■ PROBLEM REQUIREMENTS: Your response should be every line from the entries that includes the string "roads".

■ RECORDS SUPPLIED:
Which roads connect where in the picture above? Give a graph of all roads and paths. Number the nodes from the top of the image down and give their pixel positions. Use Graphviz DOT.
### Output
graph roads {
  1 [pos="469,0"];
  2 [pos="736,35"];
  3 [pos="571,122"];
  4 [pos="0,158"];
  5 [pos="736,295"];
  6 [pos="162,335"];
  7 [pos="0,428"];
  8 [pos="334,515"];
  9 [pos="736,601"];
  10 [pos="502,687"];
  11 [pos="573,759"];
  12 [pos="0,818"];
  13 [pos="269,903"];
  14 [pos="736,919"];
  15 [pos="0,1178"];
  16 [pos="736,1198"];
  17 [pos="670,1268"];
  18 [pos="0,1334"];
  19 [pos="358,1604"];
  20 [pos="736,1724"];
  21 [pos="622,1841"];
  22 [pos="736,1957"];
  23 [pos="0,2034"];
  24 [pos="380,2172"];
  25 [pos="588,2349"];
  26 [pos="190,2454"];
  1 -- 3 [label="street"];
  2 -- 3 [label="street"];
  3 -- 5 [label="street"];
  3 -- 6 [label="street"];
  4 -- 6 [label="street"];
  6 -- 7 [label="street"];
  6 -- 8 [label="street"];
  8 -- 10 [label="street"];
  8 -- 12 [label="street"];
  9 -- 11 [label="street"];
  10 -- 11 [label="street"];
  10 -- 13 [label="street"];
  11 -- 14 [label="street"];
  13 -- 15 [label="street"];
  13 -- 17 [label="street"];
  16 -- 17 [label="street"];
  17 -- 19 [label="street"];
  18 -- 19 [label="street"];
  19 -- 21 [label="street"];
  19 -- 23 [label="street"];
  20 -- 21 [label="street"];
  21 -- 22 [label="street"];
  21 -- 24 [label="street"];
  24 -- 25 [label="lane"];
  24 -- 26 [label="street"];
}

■ SOLUTION BELOW:
Which roads connect where in the picture above? Give a graph of all roads and paths. Number the nodes from the top of the image down and give their pixel positions. Use Graphviz DOT.
graph roads {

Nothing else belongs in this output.